* **EXERCISE MATERIAL**
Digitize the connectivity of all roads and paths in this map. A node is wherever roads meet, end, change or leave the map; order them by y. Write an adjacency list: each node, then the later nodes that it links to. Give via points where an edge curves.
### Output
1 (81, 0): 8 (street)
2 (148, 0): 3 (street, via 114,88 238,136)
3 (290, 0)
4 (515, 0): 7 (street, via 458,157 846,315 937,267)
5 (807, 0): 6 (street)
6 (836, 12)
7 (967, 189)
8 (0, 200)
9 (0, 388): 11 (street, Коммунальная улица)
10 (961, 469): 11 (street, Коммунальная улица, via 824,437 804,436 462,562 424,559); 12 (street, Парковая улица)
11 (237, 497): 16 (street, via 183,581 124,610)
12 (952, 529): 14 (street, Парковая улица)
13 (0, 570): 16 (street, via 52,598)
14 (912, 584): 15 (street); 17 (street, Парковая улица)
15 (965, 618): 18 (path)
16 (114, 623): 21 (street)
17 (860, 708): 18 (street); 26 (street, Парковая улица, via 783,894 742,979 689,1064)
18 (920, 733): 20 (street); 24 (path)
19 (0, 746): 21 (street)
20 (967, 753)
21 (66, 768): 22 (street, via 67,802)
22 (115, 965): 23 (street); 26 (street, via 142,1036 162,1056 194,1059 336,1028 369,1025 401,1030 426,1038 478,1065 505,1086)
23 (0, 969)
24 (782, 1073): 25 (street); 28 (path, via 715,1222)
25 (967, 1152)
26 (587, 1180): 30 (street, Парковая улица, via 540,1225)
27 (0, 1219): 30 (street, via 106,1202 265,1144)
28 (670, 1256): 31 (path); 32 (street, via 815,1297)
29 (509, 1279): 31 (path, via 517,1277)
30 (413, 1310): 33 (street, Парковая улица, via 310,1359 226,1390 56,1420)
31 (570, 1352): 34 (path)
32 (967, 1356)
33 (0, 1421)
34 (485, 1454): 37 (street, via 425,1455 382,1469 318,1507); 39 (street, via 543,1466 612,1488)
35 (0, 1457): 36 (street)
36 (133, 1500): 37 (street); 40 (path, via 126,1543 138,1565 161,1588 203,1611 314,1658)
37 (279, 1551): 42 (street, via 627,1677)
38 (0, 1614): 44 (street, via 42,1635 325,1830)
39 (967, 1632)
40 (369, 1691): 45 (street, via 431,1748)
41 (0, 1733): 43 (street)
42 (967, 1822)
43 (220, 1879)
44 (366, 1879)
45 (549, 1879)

* **WORK ORDER**
When the string "Коммунальная" occurs in a line of the material, that line belongs in the answer.

* **RESULT OF THIS EXERCISE**
9 (0, 388): 11 (street, Коммунальная улица)
10 (961, 469): 11 (street, Коммунальная улица, via 824,437 804,436 462,562 424,559); 12 (street, Парковая улица)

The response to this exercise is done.